Vanadium Redox Flow Batteries: The Next Big Wave After Lithium Batteries
Renewable energy sources have expanded significantly in recent years, especially wind and solar. One of the largest issues with wind and solar energy sources is the need to store and release the electrical energy produced. A promising storage technology is vanadium redox flow batteries that will increase the demand for vanadium.
An example of the significantly expanded renewable energy sources is wind energy. Global wind energy production has increased eightfold in the last 10 years.
Three big trends in my view will continue to drive growth in the medium term:
The long-term targets adopted by the 186 countries gathered at the UN Climate Change Conference held in Paris in 2015, is a de facto call for a 100% emissions-free power sector by the year 2050 — benefiting renewable energy development such as wind and solar.
The costs of both wind and solar technology have fallen dramatically in recent years, and innovative financing and government subsidies are creating conditions for renewable energy sources to be competitive in many countries.
US Market Stability:
President Obama signed into law a long-term extension and phase-out of the Production Tax Credit (PTC) which has been the main federal policy mechanism of support for wind energy in the US. So, the US wind industry now embarks on its longest-ever period of policy stability, and the potential implications of this go far beyond the US market. The incoming US Secretary of Energy, Rick Perry, is a strong proponent of wind energy.
In their document, BP Energy Outlook 2035, the British multinational company, BP p.l.c. sees Europe leading the charge, with renewable energy accounting for 32% of its electricity generation by 2035.
All the while, BP sees China showing the largest absolute increase in renewables, as it looks to any source other than coal:
The emergence of utility-scale battery storage for energy is happening now, accelerating, and will get bigger in the next two to five years, according to Andrew Slaughter, the Center’s Executive Director and co-author of Electricity Storage Technologies, Impacts, and Prospects.

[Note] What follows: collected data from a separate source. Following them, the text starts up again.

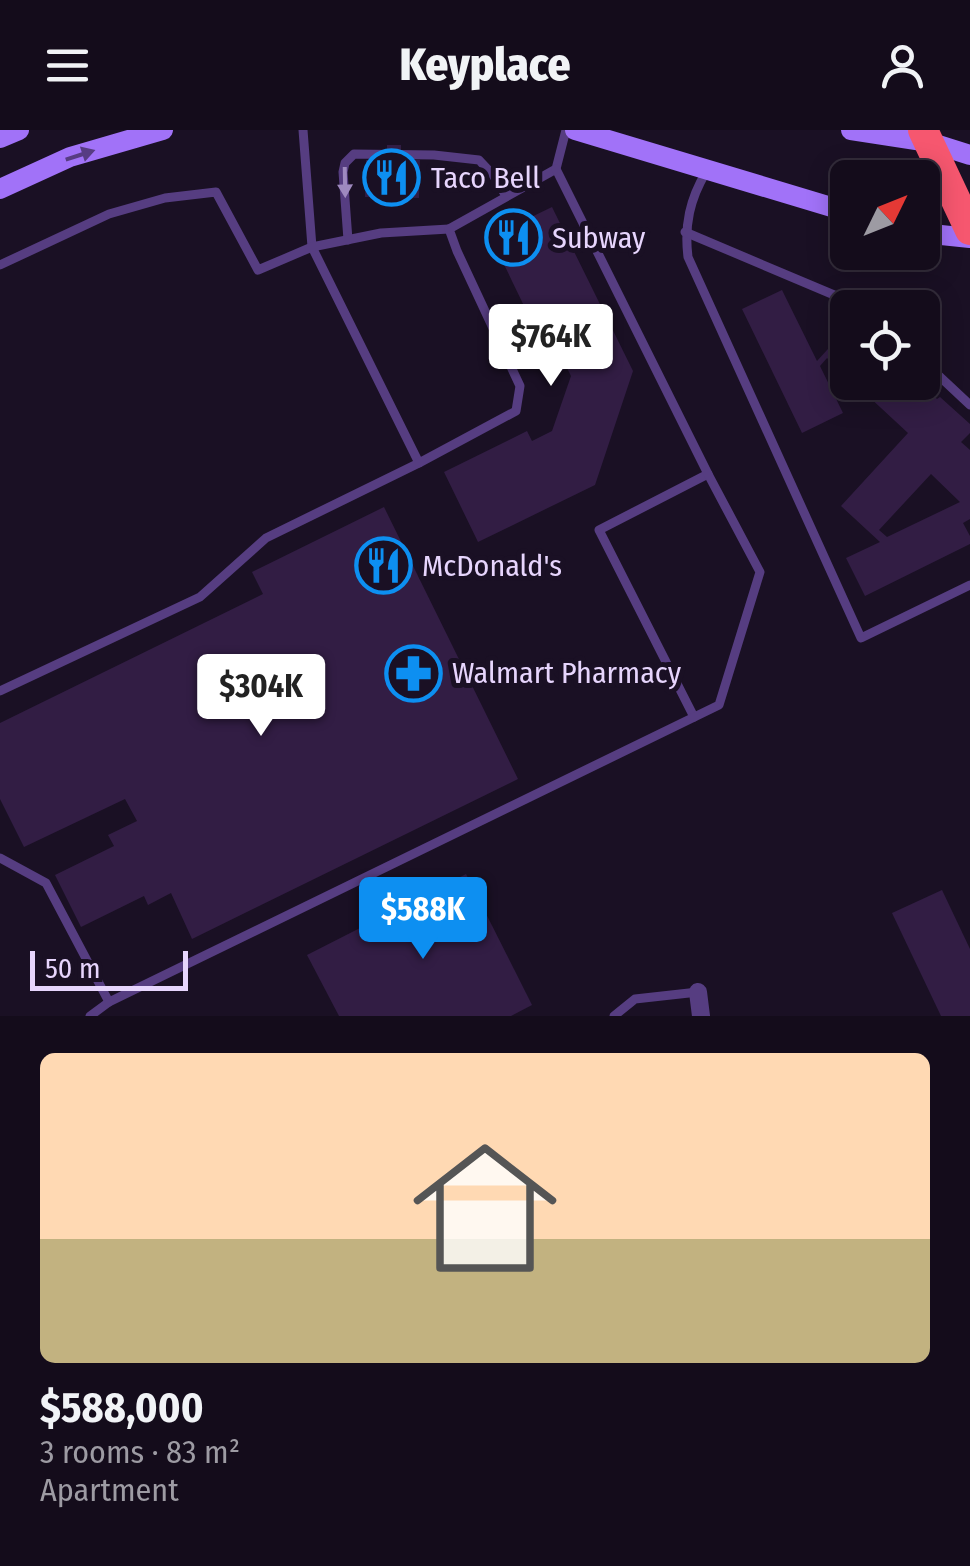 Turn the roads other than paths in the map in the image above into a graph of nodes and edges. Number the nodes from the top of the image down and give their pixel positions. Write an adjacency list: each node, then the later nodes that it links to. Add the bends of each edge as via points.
1 (19, 130): 8 (main road)
2 (163, 130): 12 (main road, one-way to 2, via 70,157)
3 (304, 130): 20 (lane)
4 (566, 130): 10 (lane)
5 (575, 130): 11 (main road)
6 (851, 130): 7 (main road)
7 (926, 136): 9 (main road); 18 (highway)
8 (0, 138)
9 (970, 155)
10 (556, 169): 13 (lane); 26 (lane)
11 (707, 169): 14 (main road); 16 (lane)
12 (0, 189)
13 (506, 196): 15 (lane); 19 (lane, one-way to 19, via 479,160 354,154 343,172)
14 (830, 207)
15 (449, 229): 19 (lane); 25 (lane, via 520,386 516,411)
16 (685, 232): 22 (lane); 27 (lane, via 688,257 861,638)
17 (940, 233): 18 (main road)
18 (970, 234)
19 (348, 240): 20 (lane)
20 (312, 247): 21 (lane, via 258,270 216,192 109,214); 25 (lane)
21 (0, 265)
22 (830, 294)
23 (940, 377): 24 (lane)
24 (970, 405)
25 (419, 463): 28 (lane, via 266,538 200,597)
26 (708, 474): 29 (lane, via 760,572 719,705); 29 (lane, via 599,530)
27 (970, 585)
28 (0, 691)
29 (694, 717): 32 (lane)
30 (0, 858): 32 (lane, via 46,883)
31 (698, 992): 34 (lane, via 635,999); 35 (street)
32 (109, 1002): 33 (lane)
33 (90, 1016)
34 (614, 1016)
35 (700, 1016)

Lithium-ion batteries have taken the lion’s share of the energy storage market, but technological advances in flow batteries that bring down costs and improve their safety and environmental profile are likely to boost utility-scale installations and deployments. Compared to lithium-ion batteries, vanadium redox flow batteries (VRB) are non-flammable, environmentally friendly, have estimated lifespans in excess of 10,000 cycles and maintain 90% of their capacity over 20 years thereby lowering the total cost of ownership. Getting 1,000 cycles of use out of a lithium-ion battery with full depth of discharge however, would be ambitious.
VRB is ideal for “grid constrained” solar and wind farms that currently struggle to sell their electricity at times of peak production but find other forms of storage are not economical. The other advantage of VRB over lithium-ion batteries are a longer continuous discharge run time (6-10 hours versus 2-5 hours). The downside for VRB is their relatively lower round-trip efficiency (measured by power out over power in) of 70% compared to 85% with lithium batteries.
“…in Japan, Hokkaido Electric Power Co.’s 15-megawatt/60-megawatt-hour vanadium redox flow battery from Sumitomo [Electric Industries, Ltd.] started operation last December. Located next to one of the country’s largest solar power plants, it will be used for frequency regulation as well…. Korea’s largest battery installation was Korea Electric Power Corp.’s 28-megawatt lithium-ion array, which has also been earmarked for frequency regulation and will serve the grid around Seoul. The country says it is planning up to 2 gigawatts of storage by 2020.